Exercise brief: Provide only the number of lines in the data below that contain the word "lineJoin".

Records for the exercise:
*** Begin section ***
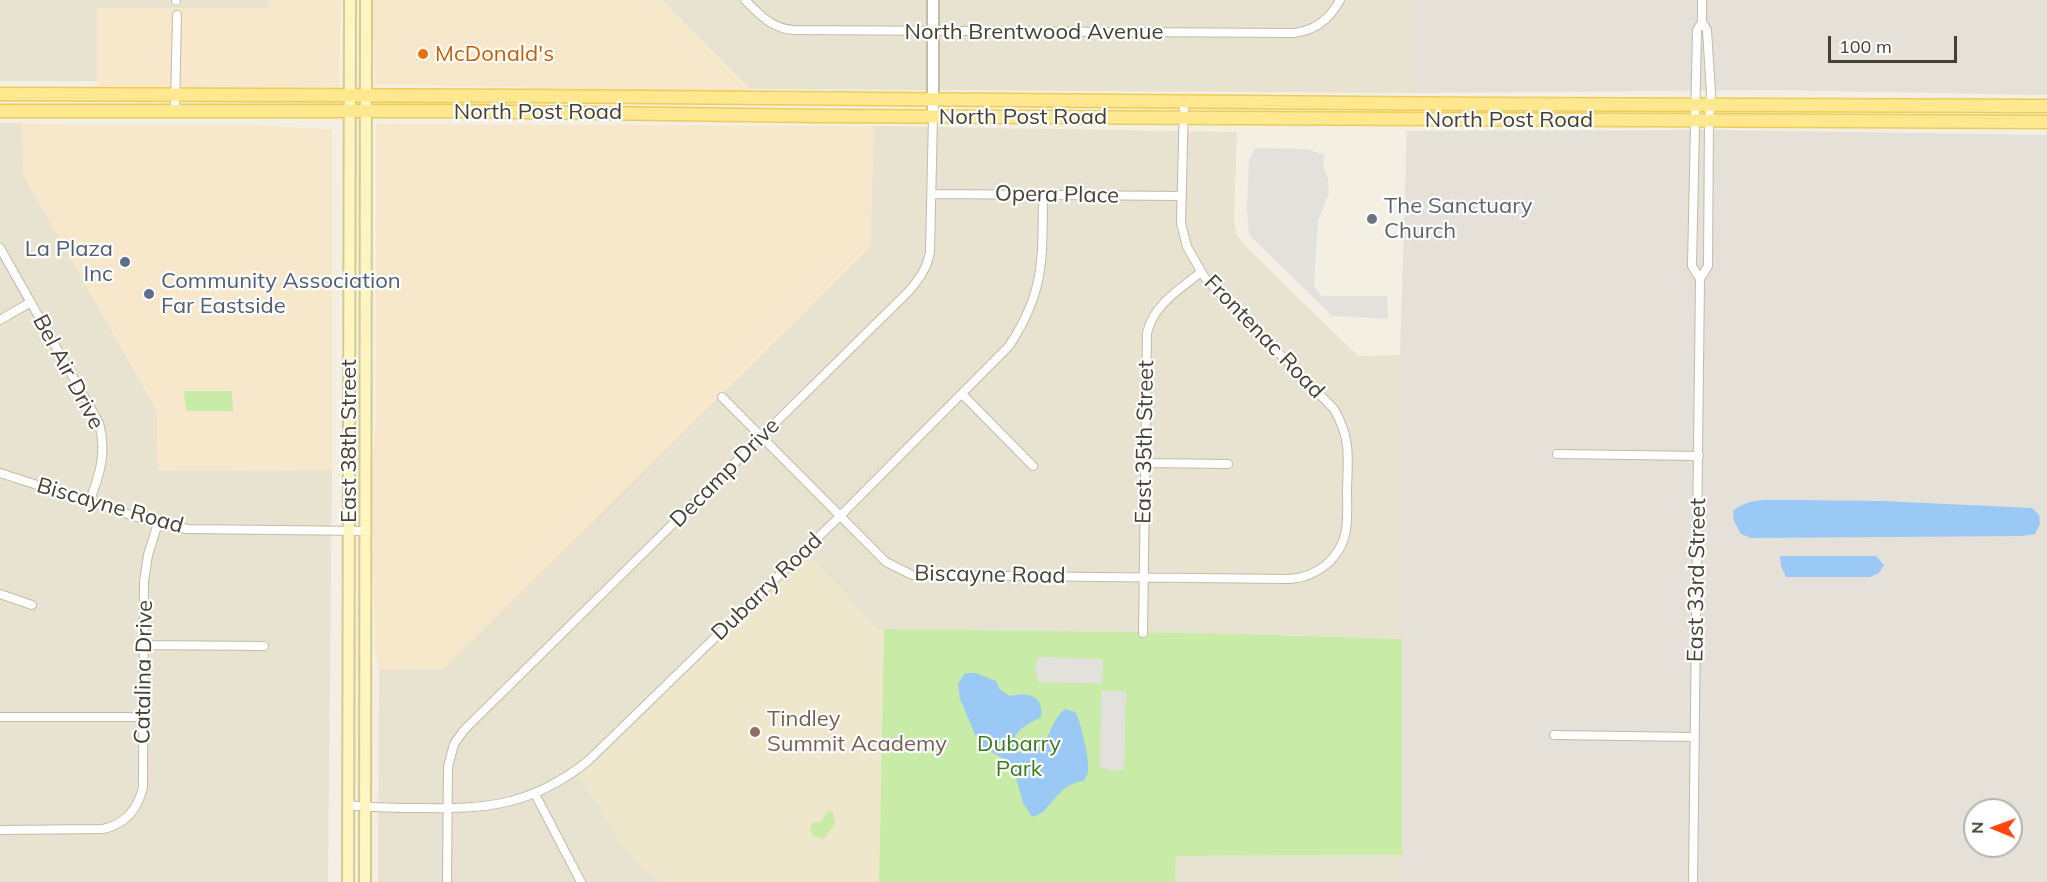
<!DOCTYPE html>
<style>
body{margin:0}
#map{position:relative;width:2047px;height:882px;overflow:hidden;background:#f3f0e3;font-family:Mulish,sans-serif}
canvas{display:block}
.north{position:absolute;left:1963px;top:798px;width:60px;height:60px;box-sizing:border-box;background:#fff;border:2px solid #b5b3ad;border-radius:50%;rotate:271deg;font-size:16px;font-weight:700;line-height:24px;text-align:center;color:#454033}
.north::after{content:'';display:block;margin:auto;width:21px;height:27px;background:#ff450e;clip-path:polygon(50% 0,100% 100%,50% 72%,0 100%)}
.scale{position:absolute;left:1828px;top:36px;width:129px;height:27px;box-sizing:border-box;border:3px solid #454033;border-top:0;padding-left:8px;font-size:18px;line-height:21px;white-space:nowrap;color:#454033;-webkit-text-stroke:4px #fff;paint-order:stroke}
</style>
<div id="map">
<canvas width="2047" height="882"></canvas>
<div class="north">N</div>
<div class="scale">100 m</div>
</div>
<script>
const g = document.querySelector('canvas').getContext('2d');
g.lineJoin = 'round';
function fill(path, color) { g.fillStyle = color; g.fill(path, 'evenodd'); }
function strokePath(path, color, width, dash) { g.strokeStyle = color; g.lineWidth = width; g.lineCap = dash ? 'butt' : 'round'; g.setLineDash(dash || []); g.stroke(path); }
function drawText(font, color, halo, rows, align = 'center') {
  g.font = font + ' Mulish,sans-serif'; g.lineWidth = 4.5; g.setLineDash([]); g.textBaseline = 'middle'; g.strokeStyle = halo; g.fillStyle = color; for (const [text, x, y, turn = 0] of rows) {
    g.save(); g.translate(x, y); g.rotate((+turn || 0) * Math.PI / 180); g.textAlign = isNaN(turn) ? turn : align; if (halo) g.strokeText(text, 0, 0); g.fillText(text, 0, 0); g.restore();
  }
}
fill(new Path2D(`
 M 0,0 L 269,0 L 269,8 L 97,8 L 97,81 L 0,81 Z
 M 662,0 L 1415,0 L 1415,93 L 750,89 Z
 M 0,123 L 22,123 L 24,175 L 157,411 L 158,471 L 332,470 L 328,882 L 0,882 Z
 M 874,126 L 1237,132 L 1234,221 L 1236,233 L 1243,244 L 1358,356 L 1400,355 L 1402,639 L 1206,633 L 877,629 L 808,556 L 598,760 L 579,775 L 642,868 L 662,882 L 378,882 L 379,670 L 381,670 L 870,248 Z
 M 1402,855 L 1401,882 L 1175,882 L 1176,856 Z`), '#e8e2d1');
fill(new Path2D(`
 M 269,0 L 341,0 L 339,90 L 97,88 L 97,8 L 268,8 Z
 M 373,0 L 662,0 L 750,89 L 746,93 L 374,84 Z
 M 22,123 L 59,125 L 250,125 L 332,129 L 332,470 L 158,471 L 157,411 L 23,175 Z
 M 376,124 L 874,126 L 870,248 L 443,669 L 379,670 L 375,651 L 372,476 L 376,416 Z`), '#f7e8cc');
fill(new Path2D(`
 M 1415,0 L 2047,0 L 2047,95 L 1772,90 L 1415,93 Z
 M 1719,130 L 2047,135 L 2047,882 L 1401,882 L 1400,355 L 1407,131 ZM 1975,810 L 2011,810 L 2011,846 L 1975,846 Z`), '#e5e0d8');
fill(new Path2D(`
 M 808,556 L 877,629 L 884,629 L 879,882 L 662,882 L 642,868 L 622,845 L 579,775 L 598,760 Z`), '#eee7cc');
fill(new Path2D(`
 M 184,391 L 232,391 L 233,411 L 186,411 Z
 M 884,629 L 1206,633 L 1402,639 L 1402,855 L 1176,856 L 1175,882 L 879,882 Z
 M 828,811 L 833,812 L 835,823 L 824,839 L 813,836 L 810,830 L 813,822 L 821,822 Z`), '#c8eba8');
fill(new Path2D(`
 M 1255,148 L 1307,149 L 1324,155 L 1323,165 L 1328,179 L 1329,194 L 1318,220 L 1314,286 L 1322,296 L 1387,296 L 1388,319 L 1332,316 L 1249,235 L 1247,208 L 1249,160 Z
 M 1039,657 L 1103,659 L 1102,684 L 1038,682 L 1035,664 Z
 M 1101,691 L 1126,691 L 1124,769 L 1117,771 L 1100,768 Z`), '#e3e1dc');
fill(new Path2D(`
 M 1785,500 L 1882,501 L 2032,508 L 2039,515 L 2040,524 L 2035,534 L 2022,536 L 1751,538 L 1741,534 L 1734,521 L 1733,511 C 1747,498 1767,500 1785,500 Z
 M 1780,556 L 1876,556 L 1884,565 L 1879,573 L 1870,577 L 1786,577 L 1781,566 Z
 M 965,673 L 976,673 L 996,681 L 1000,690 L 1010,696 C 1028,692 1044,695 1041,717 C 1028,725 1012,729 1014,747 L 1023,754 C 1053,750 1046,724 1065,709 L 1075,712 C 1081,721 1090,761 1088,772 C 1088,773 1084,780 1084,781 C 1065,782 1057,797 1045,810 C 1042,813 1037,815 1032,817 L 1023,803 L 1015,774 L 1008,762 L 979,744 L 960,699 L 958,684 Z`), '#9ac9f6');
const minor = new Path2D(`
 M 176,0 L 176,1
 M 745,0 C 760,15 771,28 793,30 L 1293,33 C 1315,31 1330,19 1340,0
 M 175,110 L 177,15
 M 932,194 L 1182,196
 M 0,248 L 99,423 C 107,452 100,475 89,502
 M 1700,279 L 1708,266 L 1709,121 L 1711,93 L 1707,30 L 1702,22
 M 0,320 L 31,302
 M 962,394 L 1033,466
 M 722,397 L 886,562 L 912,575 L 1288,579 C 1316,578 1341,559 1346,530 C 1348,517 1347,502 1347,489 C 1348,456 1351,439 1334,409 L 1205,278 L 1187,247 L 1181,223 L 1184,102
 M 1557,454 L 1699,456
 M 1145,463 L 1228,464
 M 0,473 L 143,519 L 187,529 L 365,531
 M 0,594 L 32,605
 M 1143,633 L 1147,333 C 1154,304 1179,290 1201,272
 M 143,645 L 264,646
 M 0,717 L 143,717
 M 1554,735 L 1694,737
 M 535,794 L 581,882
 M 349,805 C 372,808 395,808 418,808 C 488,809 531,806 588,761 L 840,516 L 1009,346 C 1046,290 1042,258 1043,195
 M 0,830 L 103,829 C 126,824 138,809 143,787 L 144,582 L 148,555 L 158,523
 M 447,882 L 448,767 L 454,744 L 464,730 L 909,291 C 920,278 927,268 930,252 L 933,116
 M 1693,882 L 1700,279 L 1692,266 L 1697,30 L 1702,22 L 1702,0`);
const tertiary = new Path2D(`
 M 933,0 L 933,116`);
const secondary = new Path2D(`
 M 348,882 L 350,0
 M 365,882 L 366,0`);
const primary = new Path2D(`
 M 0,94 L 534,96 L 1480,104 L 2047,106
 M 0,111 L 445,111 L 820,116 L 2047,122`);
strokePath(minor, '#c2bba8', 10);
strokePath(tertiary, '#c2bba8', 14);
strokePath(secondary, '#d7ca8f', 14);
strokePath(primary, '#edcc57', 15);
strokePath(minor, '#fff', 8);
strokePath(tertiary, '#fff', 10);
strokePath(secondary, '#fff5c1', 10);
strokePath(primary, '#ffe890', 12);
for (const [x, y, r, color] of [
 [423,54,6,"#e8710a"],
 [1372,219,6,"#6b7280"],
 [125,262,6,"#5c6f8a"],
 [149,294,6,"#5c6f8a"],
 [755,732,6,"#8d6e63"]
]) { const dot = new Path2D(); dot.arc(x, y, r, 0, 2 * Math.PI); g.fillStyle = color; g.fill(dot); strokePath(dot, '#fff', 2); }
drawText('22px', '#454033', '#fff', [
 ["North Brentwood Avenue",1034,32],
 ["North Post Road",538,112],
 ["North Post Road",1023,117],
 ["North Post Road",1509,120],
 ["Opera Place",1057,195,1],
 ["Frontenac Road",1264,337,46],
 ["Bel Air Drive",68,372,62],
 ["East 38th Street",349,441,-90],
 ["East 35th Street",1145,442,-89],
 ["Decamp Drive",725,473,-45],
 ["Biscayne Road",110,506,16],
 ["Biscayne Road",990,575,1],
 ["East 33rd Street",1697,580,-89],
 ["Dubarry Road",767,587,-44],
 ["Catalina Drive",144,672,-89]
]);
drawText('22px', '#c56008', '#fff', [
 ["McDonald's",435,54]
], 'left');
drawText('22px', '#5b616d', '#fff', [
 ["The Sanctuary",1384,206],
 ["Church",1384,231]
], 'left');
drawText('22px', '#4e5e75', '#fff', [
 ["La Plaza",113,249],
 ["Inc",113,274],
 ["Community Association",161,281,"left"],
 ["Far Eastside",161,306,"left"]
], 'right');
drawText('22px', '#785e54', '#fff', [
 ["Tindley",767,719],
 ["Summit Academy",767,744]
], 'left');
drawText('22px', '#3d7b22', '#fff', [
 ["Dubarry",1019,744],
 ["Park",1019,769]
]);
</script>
*** End section ***
*** Begin section ***
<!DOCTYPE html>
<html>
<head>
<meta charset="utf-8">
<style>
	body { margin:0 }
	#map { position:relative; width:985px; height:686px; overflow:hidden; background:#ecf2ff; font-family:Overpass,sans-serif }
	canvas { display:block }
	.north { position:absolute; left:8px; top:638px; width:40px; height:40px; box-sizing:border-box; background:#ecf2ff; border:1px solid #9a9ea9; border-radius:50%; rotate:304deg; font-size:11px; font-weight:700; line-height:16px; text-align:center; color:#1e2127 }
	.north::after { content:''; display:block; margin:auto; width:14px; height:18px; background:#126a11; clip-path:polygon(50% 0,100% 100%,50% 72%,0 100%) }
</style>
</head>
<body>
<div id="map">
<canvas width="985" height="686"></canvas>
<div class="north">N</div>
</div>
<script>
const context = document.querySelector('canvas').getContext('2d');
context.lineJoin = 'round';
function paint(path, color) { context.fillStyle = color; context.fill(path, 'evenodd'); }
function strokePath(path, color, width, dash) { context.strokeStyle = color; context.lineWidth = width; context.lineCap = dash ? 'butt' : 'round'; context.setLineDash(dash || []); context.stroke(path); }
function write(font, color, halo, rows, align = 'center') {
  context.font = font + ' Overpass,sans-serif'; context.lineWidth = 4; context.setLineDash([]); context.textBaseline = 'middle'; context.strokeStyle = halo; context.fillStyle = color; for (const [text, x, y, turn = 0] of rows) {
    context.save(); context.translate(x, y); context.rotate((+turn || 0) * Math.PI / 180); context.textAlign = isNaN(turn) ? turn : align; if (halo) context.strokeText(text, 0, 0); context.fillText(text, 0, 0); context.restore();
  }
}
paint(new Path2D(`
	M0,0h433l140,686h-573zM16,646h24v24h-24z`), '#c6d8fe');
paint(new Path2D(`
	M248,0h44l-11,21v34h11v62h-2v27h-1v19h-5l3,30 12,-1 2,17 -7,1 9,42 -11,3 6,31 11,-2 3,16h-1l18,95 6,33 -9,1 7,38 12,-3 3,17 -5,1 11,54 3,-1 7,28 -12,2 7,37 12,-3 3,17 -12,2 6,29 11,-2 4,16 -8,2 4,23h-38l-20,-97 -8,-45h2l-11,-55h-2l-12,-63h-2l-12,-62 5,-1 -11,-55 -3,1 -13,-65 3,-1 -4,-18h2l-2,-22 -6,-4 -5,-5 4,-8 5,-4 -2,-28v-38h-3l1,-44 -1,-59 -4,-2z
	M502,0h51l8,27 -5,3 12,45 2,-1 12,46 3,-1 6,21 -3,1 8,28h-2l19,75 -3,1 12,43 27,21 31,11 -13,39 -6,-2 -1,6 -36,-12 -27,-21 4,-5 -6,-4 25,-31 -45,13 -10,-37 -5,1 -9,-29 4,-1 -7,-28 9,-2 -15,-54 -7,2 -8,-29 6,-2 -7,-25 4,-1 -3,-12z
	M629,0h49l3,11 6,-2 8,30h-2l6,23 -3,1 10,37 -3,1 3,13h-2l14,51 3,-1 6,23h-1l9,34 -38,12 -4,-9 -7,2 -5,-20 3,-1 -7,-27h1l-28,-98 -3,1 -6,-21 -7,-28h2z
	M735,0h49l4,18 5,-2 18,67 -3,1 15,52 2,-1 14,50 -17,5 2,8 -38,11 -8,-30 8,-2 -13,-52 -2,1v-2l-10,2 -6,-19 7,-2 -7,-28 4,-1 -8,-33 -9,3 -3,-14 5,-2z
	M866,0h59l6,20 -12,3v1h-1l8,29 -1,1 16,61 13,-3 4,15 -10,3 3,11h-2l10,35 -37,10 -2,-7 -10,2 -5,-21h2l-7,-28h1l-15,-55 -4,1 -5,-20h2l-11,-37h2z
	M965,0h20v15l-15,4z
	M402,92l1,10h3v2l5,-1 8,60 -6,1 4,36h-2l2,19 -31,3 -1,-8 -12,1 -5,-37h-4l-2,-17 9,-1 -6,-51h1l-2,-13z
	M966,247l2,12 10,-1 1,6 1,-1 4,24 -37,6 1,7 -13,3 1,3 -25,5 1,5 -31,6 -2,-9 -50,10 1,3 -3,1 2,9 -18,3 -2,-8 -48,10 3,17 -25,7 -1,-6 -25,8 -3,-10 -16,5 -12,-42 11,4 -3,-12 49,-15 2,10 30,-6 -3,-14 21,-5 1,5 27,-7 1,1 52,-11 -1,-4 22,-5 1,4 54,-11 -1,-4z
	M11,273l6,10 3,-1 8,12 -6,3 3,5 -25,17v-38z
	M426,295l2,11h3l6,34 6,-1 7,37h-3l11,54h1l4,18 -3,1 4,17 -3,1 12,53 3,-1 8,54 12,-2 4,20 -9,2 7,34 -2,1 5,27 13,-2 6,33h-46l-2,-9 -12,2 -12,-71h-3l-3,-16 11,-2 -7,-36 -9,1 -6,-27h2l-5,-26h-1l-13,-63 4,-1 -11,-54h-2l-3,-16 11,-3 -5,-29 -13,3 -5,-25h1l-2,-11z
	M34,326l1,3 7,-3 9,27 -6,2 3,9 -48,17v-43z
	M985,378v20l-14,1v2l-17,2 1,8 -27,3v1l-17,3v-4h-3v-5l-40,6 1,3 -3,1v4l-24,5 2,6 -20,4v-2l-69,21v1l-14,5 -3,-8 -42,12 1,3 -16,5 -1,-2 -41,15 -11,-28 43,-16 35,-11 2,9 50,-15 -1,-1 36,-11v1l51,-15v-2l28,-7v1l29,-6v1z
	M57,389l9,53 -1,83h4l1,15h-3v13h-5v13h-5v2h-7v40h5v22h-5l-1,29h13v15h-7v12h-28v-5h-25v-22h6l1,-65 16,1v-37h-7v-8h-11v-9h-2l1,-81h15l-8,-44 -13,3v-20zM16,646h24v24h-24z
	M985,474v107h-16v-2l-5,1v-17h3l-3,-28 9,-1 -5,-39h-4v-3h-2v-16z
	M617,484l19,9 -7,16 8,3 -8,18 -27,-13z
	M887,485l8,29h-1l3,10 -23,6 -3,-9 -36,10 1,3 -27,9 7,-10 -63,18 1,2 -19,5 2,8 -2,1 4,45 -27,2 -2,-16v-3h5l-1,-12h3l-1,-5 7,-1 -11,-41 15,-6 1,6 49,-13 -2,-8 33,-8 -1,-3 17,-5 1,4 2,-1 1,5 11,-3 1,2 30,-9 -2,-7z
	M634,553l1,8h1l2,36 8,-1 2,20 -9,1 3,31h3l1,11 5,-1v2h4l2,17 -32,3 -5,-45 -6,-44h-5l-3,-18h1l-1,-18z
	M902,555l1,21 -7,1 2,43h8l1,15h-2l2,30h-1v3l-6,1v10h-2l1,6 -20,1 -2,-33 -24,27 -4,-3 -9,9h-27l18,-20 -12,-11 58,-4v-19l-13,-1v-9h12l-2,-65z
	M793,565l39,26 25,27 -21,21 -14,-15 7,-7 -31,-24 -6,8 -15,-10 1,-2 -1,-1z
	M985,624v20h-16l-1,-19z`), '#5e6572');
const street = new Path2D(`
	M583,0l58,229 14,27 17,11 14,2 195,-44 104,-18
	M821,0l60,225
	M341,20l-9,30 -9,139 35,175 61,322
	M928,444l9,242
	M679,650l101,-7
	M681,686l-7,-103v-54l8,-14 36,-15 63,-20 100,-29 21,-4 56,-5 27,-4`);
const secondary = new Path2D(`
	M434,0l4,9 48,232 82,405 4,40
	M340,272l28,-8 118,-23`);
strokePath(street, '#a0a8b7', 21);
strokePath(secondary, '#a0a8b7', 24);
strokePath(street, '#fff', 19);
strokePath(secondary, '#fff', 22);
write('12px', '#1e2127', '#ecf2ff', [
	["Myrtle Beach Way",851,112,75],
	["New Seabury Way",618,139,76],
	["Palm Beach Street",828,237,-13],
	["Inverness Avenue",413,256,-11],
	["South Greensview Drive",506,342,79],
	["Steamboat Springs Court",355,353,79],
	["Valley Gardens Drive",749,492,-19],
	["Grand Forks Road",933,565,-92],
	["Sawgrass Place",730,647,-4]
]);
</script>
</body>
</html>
*** End section ***
Result of the exercise: 2